▶ [About this exercise] Print each entry word for word.

Data items:
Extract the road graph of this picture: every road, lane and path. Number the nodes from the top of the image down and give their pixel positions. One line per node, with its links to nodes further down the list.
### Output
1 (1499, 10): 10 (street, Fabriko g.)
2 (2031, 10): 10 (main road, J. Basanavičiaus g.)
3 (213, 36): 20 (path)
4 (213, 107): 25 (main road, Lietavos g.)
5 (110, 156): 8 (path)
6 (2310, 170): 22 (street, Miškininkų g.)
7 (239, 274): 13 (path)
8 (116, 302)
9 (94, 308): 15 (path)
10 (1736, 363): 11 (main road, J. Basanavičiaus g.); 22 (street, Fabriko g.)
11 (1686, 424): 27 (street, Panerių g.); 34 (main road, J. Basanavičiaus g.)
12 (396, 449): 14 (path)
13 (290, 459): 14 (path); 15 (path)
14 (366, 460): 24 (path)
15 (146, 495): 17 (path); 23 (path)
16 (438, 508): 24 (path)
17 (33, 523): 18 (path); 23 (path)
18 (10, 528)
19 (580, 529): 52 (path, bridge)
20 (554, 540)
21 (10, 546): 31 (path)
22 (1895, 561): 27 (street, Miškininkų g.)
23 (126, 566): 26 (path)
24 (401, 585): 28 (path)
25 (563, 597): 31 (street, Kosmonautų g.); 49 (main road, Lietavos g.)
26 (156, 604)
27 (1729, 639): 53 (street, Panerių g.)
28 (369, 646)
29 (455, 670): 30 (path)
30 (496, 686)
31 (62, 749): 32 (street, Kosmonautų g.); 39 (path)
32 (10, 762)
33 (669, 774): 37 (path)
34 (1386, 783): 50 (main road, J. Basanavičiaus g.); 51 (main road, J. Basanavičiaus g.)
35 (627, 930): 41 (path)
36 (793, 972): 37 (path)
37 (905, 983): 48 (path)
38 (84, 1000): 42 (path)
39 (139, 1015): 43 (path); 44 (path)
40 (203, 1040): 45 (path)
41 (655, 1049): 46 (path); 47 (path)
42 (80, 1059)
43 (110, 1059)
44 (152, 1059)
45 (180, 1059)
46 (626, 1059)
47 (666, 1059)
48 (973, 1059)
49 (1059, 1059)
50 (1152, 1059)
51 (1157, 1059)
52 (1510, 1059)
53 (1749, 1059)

▶ [Result of this exercise]
Extract the road graph of this picture: every road, lane and path. Number the nodes from the top of the image down and give their pixel positions. One line per node, with its links to nodes further down the list.
### Output
1 (1499, 10): 10 (street, Fabriko g.)
2 (2031, 10): 10 (main road, J. Basanavičiaus g.)
3 (213, 36): 20 (path)
4 (213, 107): 25 (main road, Lietavos g.)
5 (110, 156): 8 (path)
6 (2310, 170): 22 (street, Miškininkų g.)
7 (239, 274): 13 (path)
8 (116, 302)
9 (94, 308): 15 (path)
10 (1736, 363): 11 (main road, J. Basanavičiaus g.); 22 (street, Fabriko g.)
11 (1686, 424): 27 (street, Panerių g.); 34 (main road, J. Basanavičiaus g.)
12 (396, 449): 14 (path)
13 (290, 459): 14 (path); 15 (path)
14 (366, 460): 24 (path)
15 (146, 495): 17 (path); 23 (path)
16 (438, 508): 24 (path)
17 (33, 523): 18 (path); 23 (path)
18 (10, 528)
19 (580, 529): 52 (path, bridge)
20 (554, 540)
21 (10, 546): 31 (path)
22 (1895, 561): 27 (street, Miškininkų g.)
23 (126, 566): 26 (path)
24 (401, 585): 28 (path)
25 (563, 597): 31 (street, Kosmonautų g.); 49 (main road, Lietavos g.)
26 (156, 604)
27 (1729, 639): 53 (street, Panerių g.)
28 (369, 646)
29 (455, 670): 30 (path)
30 (496, 686)
31 (62, 749): 32 (street, Kosmonautų g.); 39 (path)
32 (10, 762)
33 (669, 774): 37 (path)
34 (1386, 783): 50 (main road, J. Basanavičiaus g.); 51 (main road, J. Basanavičiaus g.)
35 (627, 930): 41 (path)
36 (793, 972): 37 (path)
37 (905, 983): 48 (path)
38 (84, 1000): 42 (path)
39 (139, 1015): 43 (path); 44 (path)
40 (203, 1040): 45 (path)
41 (655, 1049): 46 (path); 47 (path)
42 (80, 1059)
43 (110, 1059)
44 (152, 1059)
45 (180, 1059)
46 (626, 1059)
47 (666, 1059)
48 (973, 1059)
49 (1059, 1059)
50 (1152, 1059)
51 (1157, 1059)
52 (1510, 1059)
53 (1749, 1059)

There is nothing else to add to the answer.